Quality of plant healthcare was not clearly related to any particular system component, e.g., staff skills, access to plant health information, technical backstopping or agro-inputs. This may partially be explained by the limitations of the data regarding staff skills and quality of plant healthcare. In addition, quality assessment based on five plant health problems is insufficient to draw broad conclusions about the quality of advice given at the plant clinics. The analyses of plant clinic records need to be combined with other methods such as skills assessment, field visits and user feedback, including understanding farmers’ perceptions and attitudes to risk (Mills et al. 2011). Only the farmers can tell whether the advice they receive is feasible for them (available, affordable and practical) and whether it works.

Although ‘regularity and timeliness’ are only partial measures for access, they allow us to make inferences about access when other data are limited. It is a reasonable assumption that lack of compliance with planned schedules limits de facto farmers’ access to plant clinics. Similar results were reported by Dash et al. (2008) who studied mobile health units in India. A comprehensive assessment of plant clinic access requires more information about the specific context, including feedback from different types of plant clinic users (men and women, age, wealth and ethnic groups, level of education etc.). Optimising access requires knowledge about farmers’ behaviour and perceptions.

This study focused on the performance of plant clinics. A broader assessment of plant health system performance requires a more in-depth assessment of other key functions, including diagnostic laboratories, technology, input and information suppliers, extension and regulatory bodies and their interactions. In addition, as suggested by Murray and Frenk (2000), any systemic attempt to understand performance of health systems should be combined with studies of factors that potentially explain it (e.g., stakeholder interactions, organisational cultures, effects of politics).

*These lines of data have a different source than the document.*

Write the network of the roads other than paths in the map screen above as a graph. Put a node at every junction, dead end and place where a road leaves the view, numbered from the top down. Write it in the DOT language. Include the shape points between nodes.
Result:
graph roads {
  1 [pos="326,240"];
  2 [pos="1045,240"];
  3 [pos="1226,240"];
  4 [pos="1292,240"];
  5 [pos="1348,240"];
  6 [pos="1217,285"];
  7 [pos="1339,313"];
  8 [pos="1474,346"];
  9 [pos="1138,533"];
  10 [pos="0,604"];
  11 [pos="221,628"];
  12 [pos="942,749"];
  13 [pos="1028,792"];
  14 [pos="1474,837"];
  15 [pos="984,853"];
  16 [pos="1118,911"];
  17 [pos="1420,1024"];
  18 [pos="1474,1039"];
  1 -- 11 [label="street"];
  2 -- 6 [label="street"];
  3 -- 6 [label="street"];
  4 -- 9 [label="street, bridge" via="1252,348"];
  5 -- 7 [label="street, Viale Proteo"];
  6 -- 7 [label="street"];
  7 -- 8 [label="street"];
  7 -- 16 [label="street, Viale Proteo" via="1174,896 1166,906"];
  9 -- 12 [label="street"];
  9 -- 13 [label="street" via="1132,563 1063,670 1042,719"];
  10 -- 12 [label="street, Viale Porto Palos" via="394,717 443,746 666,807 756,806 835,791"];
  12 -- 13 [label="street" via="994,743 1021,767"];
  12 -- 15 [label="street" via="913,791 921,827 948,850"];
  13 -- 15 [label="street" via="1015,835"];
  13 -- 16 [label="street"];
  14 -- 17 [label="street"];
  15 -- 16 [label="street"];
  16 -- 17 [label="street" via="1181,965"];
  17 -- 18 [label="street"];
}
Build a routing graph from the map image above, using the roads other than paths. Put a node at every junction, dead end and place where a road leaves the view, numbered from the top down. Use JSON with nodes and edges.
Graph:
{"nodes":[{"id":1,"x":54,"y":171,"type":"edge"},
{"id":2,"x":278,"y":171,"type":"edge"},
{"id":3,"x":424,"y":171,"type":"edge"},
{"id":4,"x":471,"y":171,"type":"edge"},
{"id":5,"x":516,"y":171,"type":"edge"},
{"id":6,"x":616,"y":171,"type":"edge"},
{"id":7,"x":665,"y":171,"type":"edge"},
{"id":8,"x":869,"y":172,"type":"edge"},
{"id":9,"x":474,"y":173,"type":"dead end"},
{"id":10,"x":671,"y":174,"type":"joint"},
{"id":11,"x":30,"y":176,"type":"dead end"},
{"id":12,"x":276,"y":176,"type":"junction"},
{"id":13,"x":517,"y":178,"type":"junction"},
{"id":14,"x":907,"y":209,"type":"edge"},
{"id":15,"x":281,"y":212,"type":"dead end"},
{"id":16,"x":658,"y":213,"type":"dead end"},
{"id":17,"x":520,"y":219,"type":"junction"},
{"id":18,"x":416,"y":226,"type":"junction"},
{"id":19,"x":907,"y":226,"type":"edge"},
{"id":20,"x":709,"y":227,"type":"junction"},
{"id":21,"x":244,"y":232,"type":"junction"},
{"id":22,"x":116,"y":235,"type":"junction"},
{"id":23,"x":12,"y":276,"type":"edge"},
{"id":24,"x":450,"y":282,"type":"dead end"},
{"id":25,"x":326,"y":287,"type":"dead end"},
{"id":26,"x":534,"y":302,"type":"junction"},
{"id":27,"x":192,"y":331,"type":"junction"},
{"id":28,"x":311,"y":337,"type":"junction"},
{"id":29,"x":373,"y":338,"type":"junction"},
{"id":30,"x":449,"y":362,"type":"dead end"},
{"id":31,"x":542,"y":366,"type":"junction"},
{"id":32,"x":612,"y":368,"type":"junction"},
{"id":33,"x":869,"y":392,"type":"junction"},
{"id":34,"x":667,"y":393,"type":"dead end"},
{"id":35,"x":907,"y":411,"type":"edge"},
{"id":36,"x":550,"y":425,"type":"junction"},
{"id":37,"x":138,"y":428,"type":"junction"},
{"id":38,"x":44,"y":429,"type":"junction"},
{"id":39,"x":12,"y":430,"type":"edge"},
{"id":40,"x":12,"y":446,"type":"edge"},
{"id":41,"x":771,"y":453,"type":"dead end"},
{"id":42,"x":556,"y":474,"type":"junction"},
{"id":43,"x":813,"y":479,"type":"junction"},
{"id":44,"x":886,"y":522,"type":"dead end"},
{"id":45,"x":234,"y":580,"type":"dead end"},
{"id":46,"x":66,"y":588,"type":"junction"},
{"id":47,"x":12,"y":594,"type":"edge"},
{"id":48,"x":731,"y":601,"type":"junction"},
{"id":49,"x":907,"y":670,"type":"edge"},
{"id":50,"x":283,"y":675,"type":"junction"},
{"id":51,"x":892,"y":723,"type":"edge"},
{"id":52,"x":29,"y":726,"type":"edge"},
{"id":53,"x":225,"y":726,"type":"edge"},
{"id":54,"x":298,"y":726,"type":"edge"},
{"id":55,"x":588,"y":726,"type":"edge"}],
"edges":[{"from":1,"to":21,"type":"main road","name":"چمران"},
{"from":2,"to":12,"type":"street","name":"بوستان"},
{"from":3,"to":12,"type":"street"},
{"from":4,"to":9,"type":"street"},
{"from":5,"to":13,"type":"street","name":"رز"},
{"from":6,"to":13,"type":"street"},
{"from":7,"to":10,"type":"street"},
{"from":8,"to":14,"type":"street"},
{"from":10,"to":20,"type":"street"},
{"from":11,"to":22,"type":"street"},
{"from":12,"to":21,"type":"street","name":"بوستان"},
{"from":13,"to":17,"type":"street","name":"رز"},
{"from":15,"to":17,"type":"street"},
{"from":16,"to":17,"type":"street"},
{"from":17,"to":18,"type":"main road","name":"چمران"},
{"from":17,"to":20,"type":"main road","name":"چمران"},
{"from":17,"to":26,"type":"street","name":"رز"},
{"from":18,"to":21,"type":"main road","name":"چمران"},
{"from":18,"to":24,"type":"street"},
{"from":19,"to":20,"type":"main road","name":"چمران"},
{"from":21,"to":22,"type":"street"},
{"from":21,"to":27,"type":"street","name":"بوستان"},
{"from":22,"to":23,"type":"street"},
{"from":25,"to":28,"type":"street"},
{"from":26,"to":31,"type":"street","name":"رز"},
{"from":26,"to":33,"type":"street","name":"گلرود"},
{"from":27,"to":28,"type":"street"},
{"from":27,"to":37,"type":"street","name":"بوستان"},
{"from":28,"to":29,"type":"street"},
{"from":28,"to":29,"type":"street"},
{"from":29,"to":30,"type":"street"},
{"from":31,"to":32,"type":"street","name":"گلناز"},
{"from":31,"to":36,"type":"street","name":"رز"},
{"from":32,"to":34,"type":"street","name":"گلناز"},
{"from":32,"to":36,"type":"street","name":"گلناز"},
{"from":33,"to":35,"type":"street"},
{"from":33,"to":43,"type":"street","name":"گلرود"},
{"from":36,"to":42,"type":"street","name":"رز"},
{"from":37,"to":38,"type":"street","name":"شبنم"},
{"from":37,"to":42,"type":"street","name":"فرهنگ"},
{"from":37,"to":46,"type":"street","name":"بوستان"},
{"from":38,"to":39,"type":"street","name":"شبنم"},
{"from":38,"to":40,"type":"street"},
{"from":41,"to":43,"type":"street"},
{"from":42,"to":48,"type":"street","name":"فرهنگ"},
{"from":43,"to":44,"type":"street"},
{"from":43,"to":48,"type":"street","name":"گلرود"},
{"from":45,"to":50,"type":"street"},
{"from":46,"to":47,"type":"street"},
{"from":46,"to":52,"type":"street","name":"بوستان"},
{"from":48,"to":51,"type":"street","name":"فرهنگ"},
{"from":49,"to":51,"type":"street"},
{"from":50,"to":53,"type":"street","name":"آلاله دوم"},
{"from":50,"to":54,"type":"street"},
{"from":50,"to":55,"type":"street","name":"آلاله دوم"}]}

The plant health system framework needs further testing to explore the full scope of the method, including assessing the relative importance and interactions of the system components, and tracking attributions and longer term outcomes (e.g., improved plant health, resilience and income) over time.

Conclusion

Plant clinics are a relatively new extension method in Uganda. Many aspects of their operation and performance need to be better understood before they can become an integral part of mainstream extension in Uganda and contribute to system strengthening. Aspects of institutional sustainability of plant clinics as well as demonstration of their cost-effectiveness and benefits to food production and food security also need to be addressed. Using a plant health system framework to analyse the performance of Ugandan plant clinics enabled us to organise multiple issues and to identify key features that affected plant clinics and their context. The framework approach makes it possible to address the complexities related to plant healthcare. By providing insight into specific aspects of plant clinic service delivery, each system component proved useful in identifying intervention points and domains for strengthening the wider plant health system. The framework will undoubtedly evolve as evidence accumulates on plant health systems design, organisation and performance. This study is an example of how experiences and lessons from human health can add value to analysis and practice in the agricultural sector.